Wasn't that Monty Python?
Your lift shaft is full of eels...
"..is awash with water from the River Thames"
Rumor has it. . . It is to become Shell's new London Offshore Division. ;P
Shell seems to have been visited 'The Hitcher'
They obviously didn't pay the 1000 euros protection money.
"Eels up inside ya,
Findin' an entrance where they can..."
Most of the IT equipment has gone...
This building is a mere shadow of its former self - most of the big servers have gone, and there was only ever a small basement area where a few midrange servers were located. Most servers were on upper floors.
how ever it come out you can't be sure of SHELL
those were the days
Frigging in the rigging...
...And by the squeals, we knew the eels
Had found her private quarters
Oh, frigging in the rigging, frigging in the rigging, etc..
Catching eels
How are they going to catch the eels that have invaded the building ?
If the radio series is a guide then they need to hire some elephants.
http://www.bbc.co.uk/programmes/b00fkh25
Pool is still there...
... among other things a scuba diving club use it for training
Local Hero
So, they're giving up the refinery and opening the Happer Institute?
I thought this was another one of "those" stories
Wow, this is funny!

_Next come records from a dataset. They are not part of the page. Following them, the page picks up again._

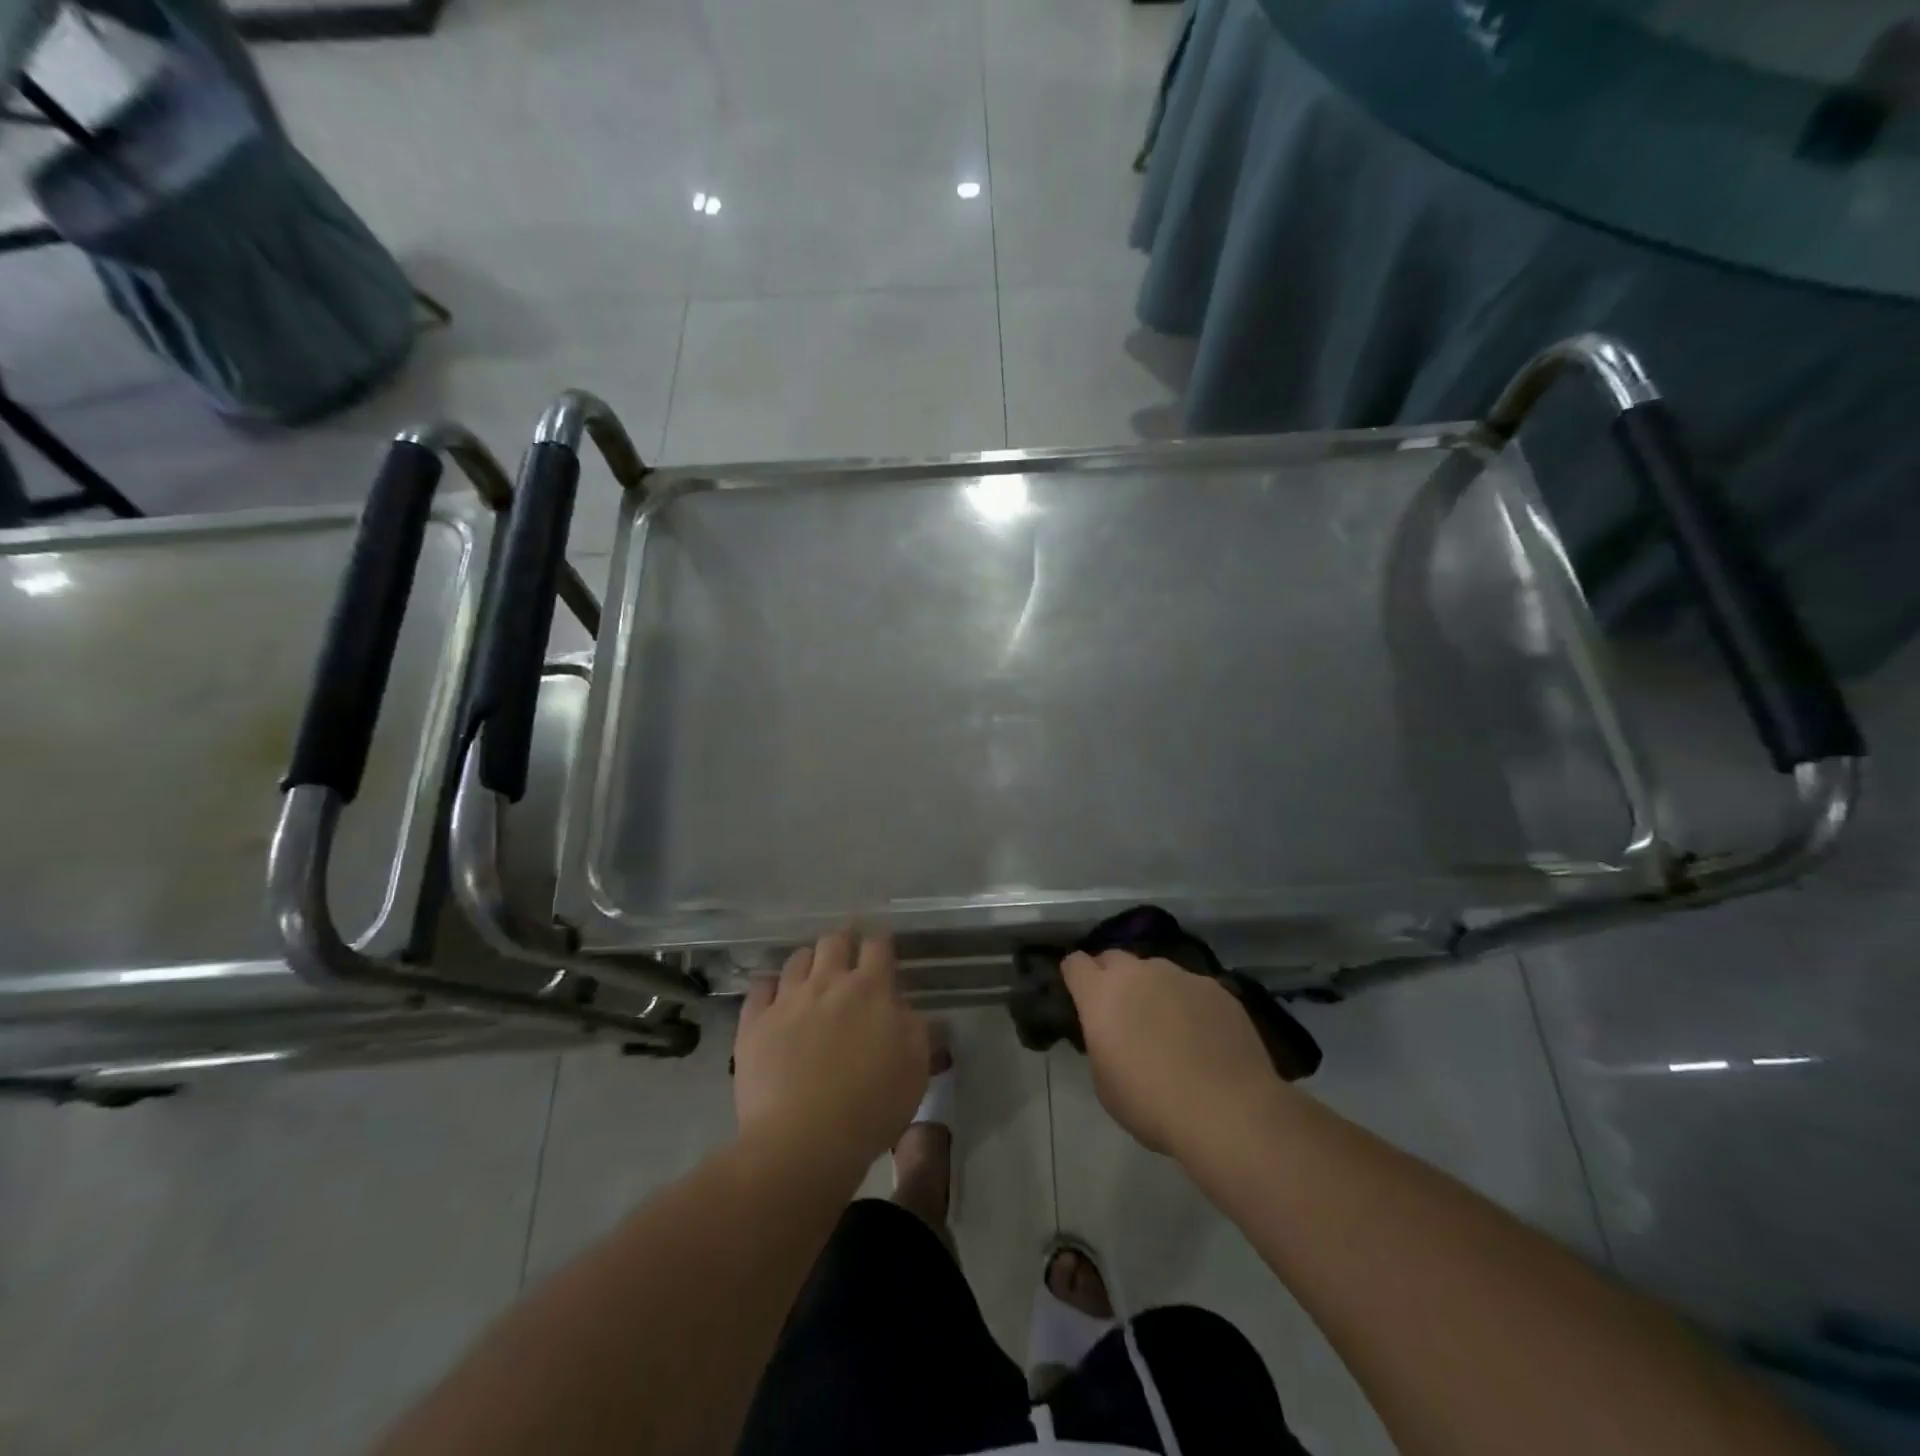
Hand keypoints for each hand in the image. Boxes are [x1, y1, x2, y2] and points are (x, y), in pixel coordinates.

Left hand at [734, 929, 929, 1174]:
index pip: (878, 946)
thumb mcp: (915, 1068)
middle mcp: (827, 983)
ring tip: (812, 979)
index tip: (882, 952)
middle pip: (834, 941)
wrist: (802, 1142)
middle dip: (844, 943)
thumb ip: (915, 1029)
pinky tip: (774, 1000)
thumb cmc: (870, 1107)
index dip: (881, 944)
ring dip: (809, 962)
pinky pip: (760, 988)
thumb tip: (903, 1009)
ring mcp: (787, 1000)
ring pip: (797, 959)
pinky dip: (769, 988)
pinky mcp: (754, 1023)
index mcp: (870, 990)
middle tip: (848, 958)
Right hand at [1061, 950, 1279, 1156]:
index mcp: (1101, 993)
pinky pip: (1191, 988)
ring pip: (1156, 971)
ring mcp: (1180, 976)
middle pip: (1114, 958)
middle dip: (1111, 977)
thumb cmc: (1151, 1104)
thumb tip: (1111, 1033)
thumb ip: (1100, 1042)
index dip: (1075, 978)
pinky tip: (1203, 1036)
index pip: (1075, 963)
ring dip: (1153, 989)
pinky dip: (1189, 1004)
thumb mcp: (1104, 1082)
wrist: (1227, 1111)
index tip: (1080, 997)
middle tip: (1121, 1012)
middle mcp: (1138, 972)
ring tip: (1168, 1025)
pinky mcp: (1216, 988)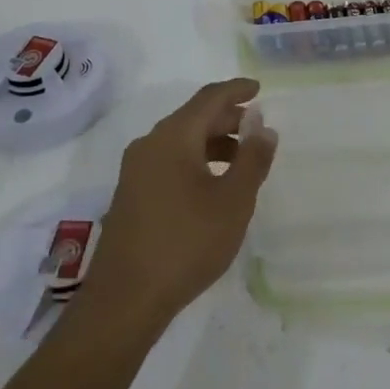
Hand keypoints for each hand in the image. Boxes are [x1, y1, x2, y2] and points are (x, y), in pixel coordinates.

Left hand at [80, 78, 278, 330]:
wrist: (125, 298)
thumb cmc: (186, 243)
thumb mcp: (233, 201)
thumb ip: (253, 159)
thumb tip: (264, 127)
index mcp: (173, 137)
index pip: (209, 98)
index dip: (236, 90)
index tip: (259, 89)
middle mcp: (150, 144)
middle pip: (193, 117)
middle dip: (227, 118)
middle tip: (257, 128)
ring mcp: (135, 170)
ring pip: (180, 141)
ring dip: (213, 142)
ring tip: (242, 160)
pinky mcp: (130, 194)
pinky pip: (168, 161)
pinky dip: (196, 160)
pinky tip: (213, 185)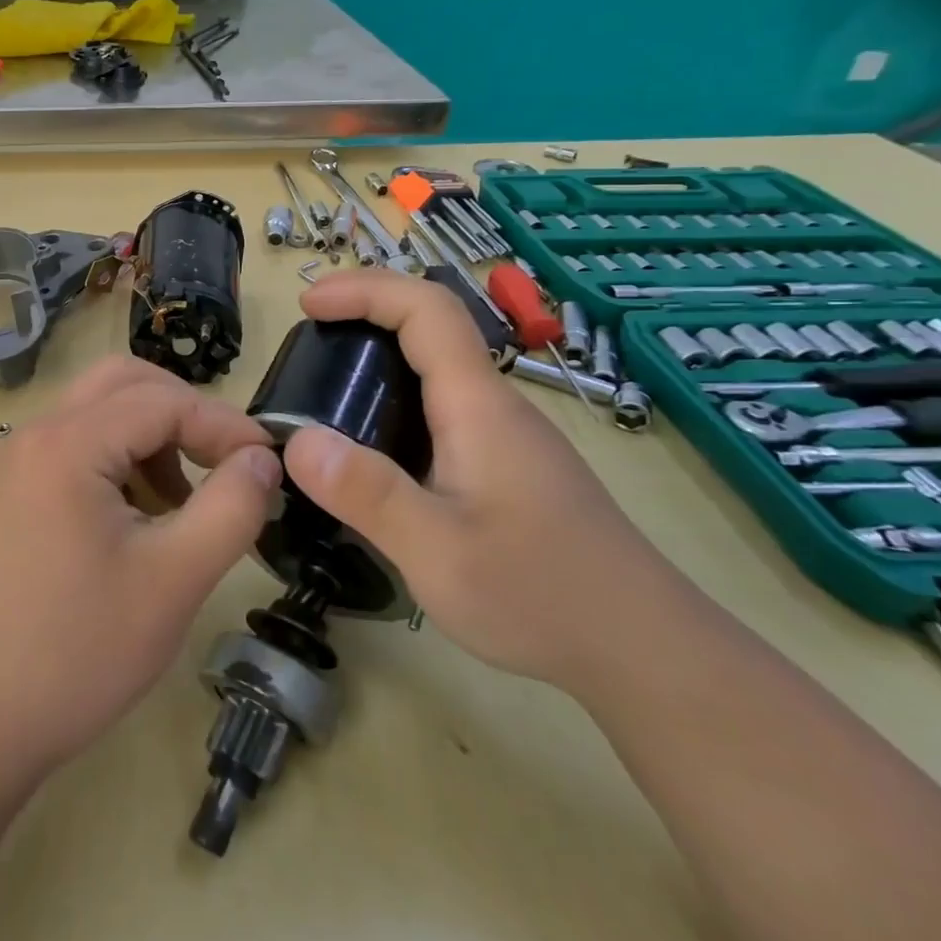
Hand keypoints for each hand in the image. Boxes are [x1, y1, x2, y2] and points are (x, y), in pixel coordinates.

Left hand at [0, 356, 281, 775]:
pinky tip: (140, 520)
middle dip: (183, 414)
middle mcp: (35, 435)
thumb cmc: (77, 651)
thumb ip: (232, 507)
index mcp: (67, 443)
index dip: (224, 425)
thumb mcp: (174, 579)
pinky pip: (77, 447)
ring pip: (100, 413)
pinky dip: (120, 460)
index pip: (163, 401)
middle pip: (123, 384)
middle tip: (224, 466)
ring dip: (152, 437)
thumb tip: (262, 457)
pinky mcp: (13, 493)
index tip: (267, 465)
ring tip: (182, 505)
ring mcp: (17, 463)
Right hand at [280, 270, 684, 689]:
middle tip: (306, 342)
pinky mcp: (509, 468)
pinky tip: (373, 451)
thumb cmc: (540, 595)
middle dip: (365, 314)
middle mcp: (494, 407)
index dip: (364, 290)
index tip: (307, 304)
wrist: (645, 650)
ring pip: (438, 371)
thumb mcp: (436, 551)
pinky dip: (395, 401)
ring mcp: (506, 438)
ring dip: (379, 358)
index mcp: (477, 406)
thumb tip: (295, 440)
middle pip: (432, 329)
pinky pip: (443, 409)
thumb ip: (366, 493)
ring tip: (324, 392)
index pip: (426, 309)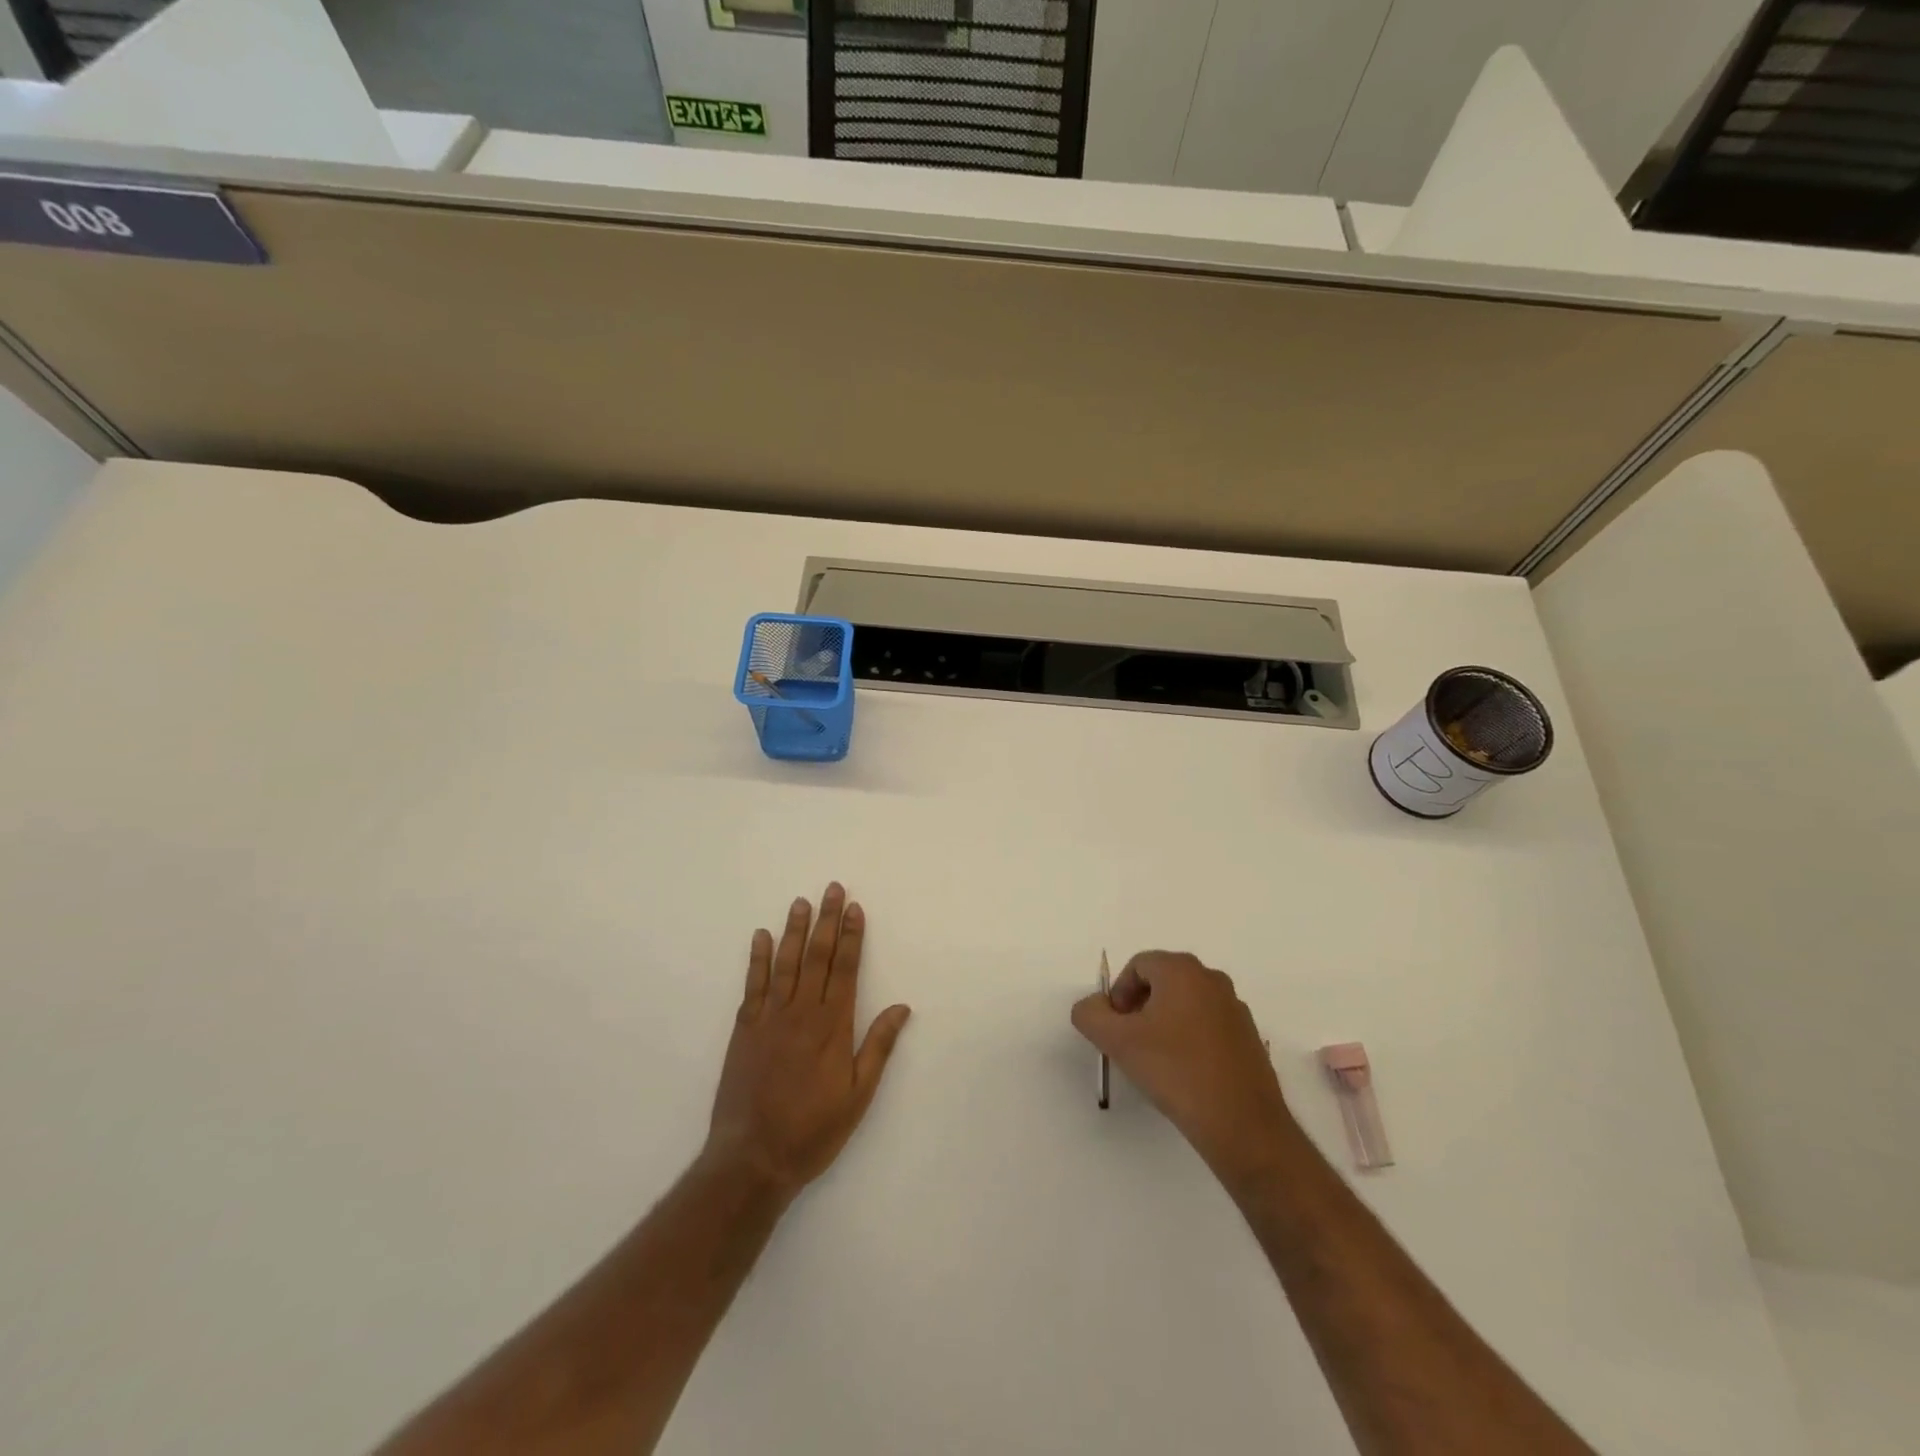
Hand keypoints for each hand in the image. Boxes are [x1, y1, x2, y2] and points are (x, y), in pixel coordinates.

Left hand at [704, 884, 911, 1200]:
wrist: (753, 1158)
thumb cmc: (813, 1130)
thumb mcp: (858, 1096)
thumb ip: (878, 1047)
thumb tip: (902, 1007)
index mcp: (833, 1027)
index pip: (846, 969)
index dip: (851, 936)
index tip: (854, 908)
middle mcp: (802, 1013)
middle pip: (817, 957)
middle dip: (826, 921)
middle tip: (832, 888)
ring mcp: (770, 1018)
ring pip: (786, 963)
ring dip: (794, 930)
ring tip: (801, 902)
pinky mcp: (745, 1029)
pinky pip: (753, 985)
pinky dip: (758, 958)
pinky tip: (761, 936)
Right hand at [1072, 951, 1295, 1185]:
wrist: (1242, 1125)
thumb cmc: (1175, 1071)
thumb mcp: (1117, 1041)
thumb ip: (1091, 1014)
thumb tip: (1093, 1006)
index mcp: (1182, 970)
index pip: (1137, 966)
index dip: (1119, 995)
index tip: (1116, 1030)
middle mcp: (1212, 979)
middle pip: (1162, 982)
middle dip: (1140, 1008)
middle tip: (1131, 1044)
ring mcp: (1235, 1008)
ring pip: (1186, 1005)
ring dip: (1164, 1024)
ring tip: (1157, 1063)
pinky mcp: (1249, 1038)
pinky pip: (1208, 1026)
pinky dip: (1190, 1040)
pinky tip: (1186, 1075)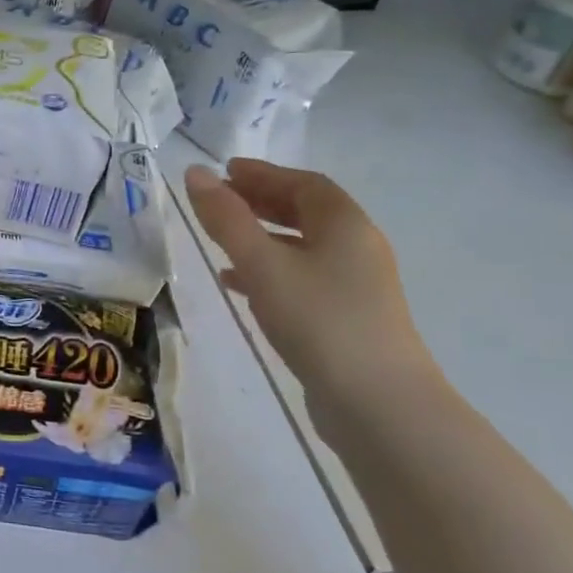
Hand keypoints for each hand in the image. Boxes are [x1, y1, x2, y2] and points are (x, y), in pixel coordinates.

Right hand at [182, 159, 441, 430]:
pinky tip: (239, 284)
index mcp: (345, 225)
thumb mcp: (262, 263)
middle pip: (307, 212)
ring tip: (222, 239)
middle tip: (221, 200)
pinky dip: (270, 270)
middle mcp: (357, 248)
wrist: (376, 402)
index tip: (226, 171)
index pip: (304, 183)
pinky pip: (302, 278)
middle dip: (262, 201)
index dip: (264, 174)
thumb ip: (226, 219)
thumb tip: (195, 174)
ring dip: (264, 236)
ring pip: (303, 247)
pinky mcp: (346, 318)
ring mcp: (355, 286)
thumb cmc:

I'm shocked this story is true - I thought this was another one of those stories from the Register with a totally bonkers, not what it first seems, headline!
I was expecting another story about a google earth mistake which had placed the Shell building in the middle of the Thames or something!
I just love the thought of some oil exec pushing the call button for the lifts and moments later "ding", door opens and out pours a torrent of eel infester water!
At least someone's swimming in it.
I remember 20 years ago, on my first night out in London, listening to some drunken (old) architect in a pub on Charing Cross Road, saying that planning permission was dependent on them building an olympic swimming pool for public use.
So they said ok, and then built it two inches too short so it could never be used for competitions, thus making it useless.
No idea whether it was true. The man was hideously drunk, which is coincidentally what I'm going to be by 6 o'clock.
title goes here apparently
I've heard this story about swimming pools either accidentally or on purpose, being built slightly to small, a couple of times before but I cant remember if it was referring to the Shell building. Maybe that drunk architect was the original source of it!
The way I heard it...
The story I heard about a certain swimming pool was that the dimensions were absolutely accurate, up until the point where it was lined with tiles which threw things off a little. Was suggested as being more of a drawing cockup than a deliberate plan.
I also remember hearing a story about some slightly non-standard material being used as aggregate substitute in the concrete, at least in the foundations, as it made a discrete way of disposing of certain surplus components.
@Llyander
I think I should tell you Llyander, the eels don't get her at this time, just in case you're worried.
Not when I was there
Last time I worked there, the comms rooms were on the higher floors. There was a tunnel which lead between the two buildings where some of the cabling went, that was in the basement. Oh and the rifle range of course, oh and the olymic size (less 2 inches) swimming pool in the basement, that's all.
The data centre(s) now they were a different matter. Even the locals didn't know where they were or what they did. Same with most data centres I've worked in - well away from any threat of disaster and running in tandem with others just on the off chance. You don't see them on any maps.
A Shell of its former self?
If I put my ear to the building, can I hear the ocean?
Mine's the one with the eel liquor sauce in the pocket.
Eels?!
"Eels up inside ya, finding an entrance where they can..."
Couldn't happen to a nicer company I say... What were your profits this year shell, oh yes $4.8bn. sure you can spare the change to fix the offices up, or will our petrol prices go up to cover that too!!